Marketing Business Process Overview

Secondary distribution begins with the Marketing Unit of the company entering a deal with customers to sell the refined products like Gasoline and Diesel from a set of terminals at a negotiated price for a given time. Upon entering the deal, customer is provided with an authorization code (Customer PIN) to lift the products from those set terminals. Certain deals would call for the Marketing company to deliver the products from the terminal to the customer location. Marketing companies in some cases own retail stations and the products from the terminals will be delivered stations. Scheduling team manages the inventory at the terminal and retail stations and manages transportation schedule. Pricing team prices each product at the terminal. Marketing team also manages the allocation of products to the customers. Credit Team manages the customer creditworthiness and allocates credit limits. Every time the product is lifted at the terminal, a BOL is generated. These BOLs are aggregated and transmitted to back office systems for accounting the inventory at the terminals and invoicing the customers for the sale.

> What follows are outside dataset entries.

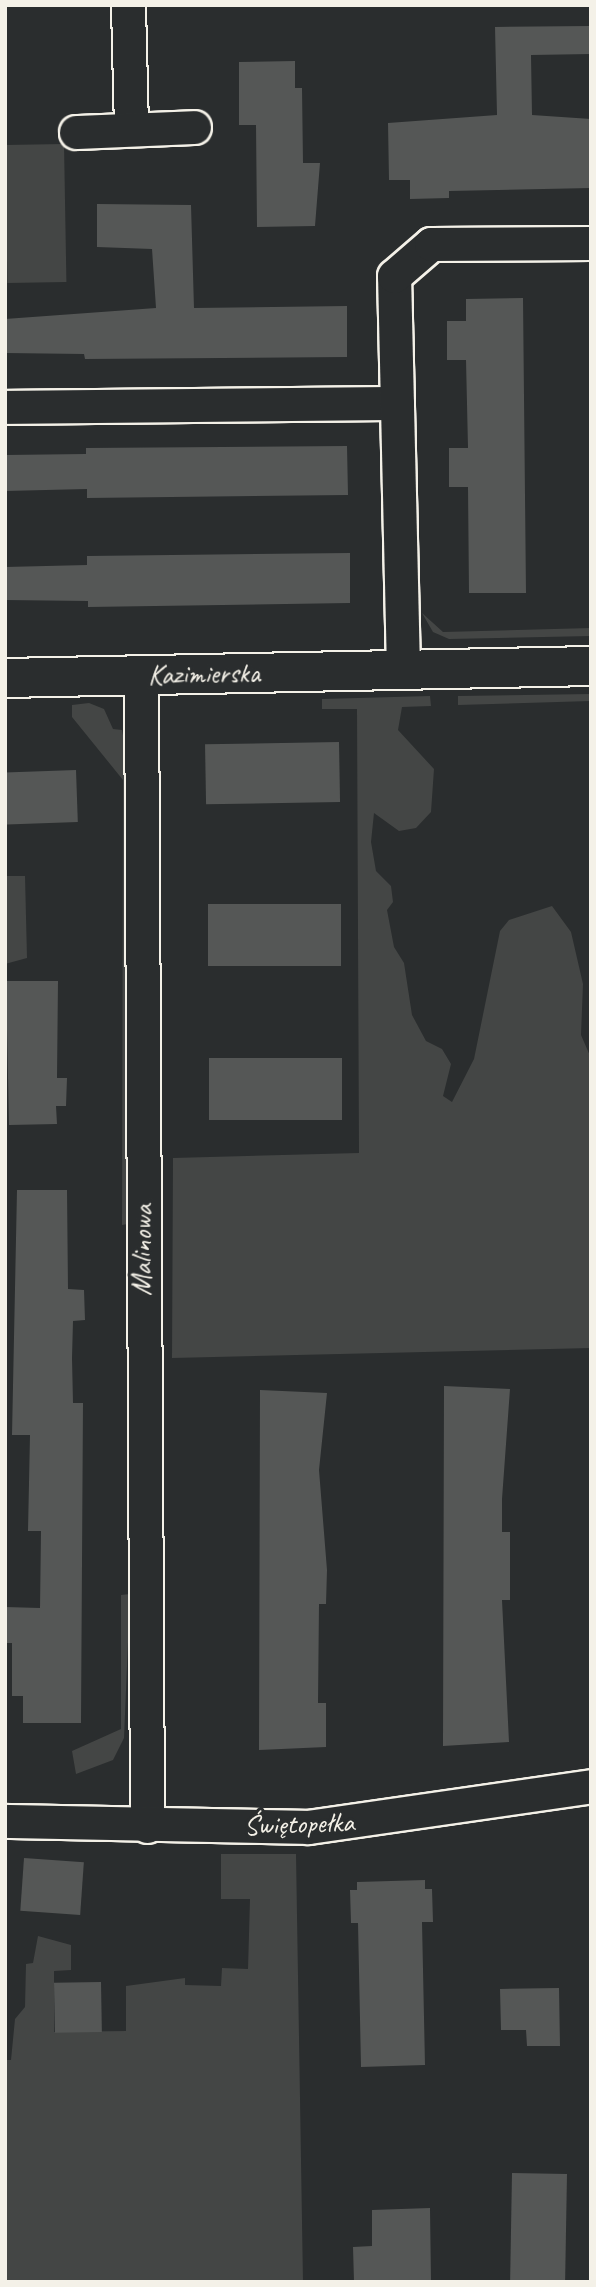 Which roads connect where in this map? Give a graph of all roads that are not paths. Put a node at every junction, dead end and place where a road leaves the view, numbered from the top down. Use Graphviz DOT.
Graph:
graph roads {
  1 [pos="128,5"];
  2 [pos="194,127"];
  3 [pos="131,129"];
  4 [pos="76,132"];
  5 [pos="591,243"];
  6 [pos="397,403"];
  7 [pos="5,407"];
  8 [pos="591,666"];
  9 [pos="403,670"];
  10 [pos="141,676"];
  11 [pos="5,678"];
  12 [pos="591,1786"];
  13 [pos="5,1821"];
  14 [pos="147,1826"];
  1 -- 3 [label="street"];
  2 -- 3 [label="street"];
  3 -- 4 [label="street"];
  5 -- 6 [label="street"];
  6 -- 7 [label="street"];
  6 -- 9 [label="street"];
  8 -- 9 [label="street, Kazimierska"];
  9 -- 10 [label="street, Kazimierska"];
  10 -- 11 [label="street, Kazimierska"];
  10 -- 14 [label="street, Malinowa"];
  12 -- 14 [label="street, Świętopełka"];
  13 -- 14 [label="street, Świętopełka"];
}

Marketing business is a very complicated business model and generally companies use various back office systems to run and manage the complicated business. Companies tend to build highly customized products using applications available in the market. This could cause data integrity issues and could pose issues in reporting and during month end close. These enhancements/custom developments could also cause issues during system upgrades as well.

SAP Product Offering that handle Marketing business

Marketing Business as explained is responsible to sell the refined products from terminal to the customers or supply to the gas stations. This process involves maintaining customer credit worthiness, volume allocation for customer lifting, pricing the gasoline products at the rack, invoicing the customer for sale and account receivables. Credit worthiness of the customer can be maintained and managed in SAP. It can also be used for handling customer disputes.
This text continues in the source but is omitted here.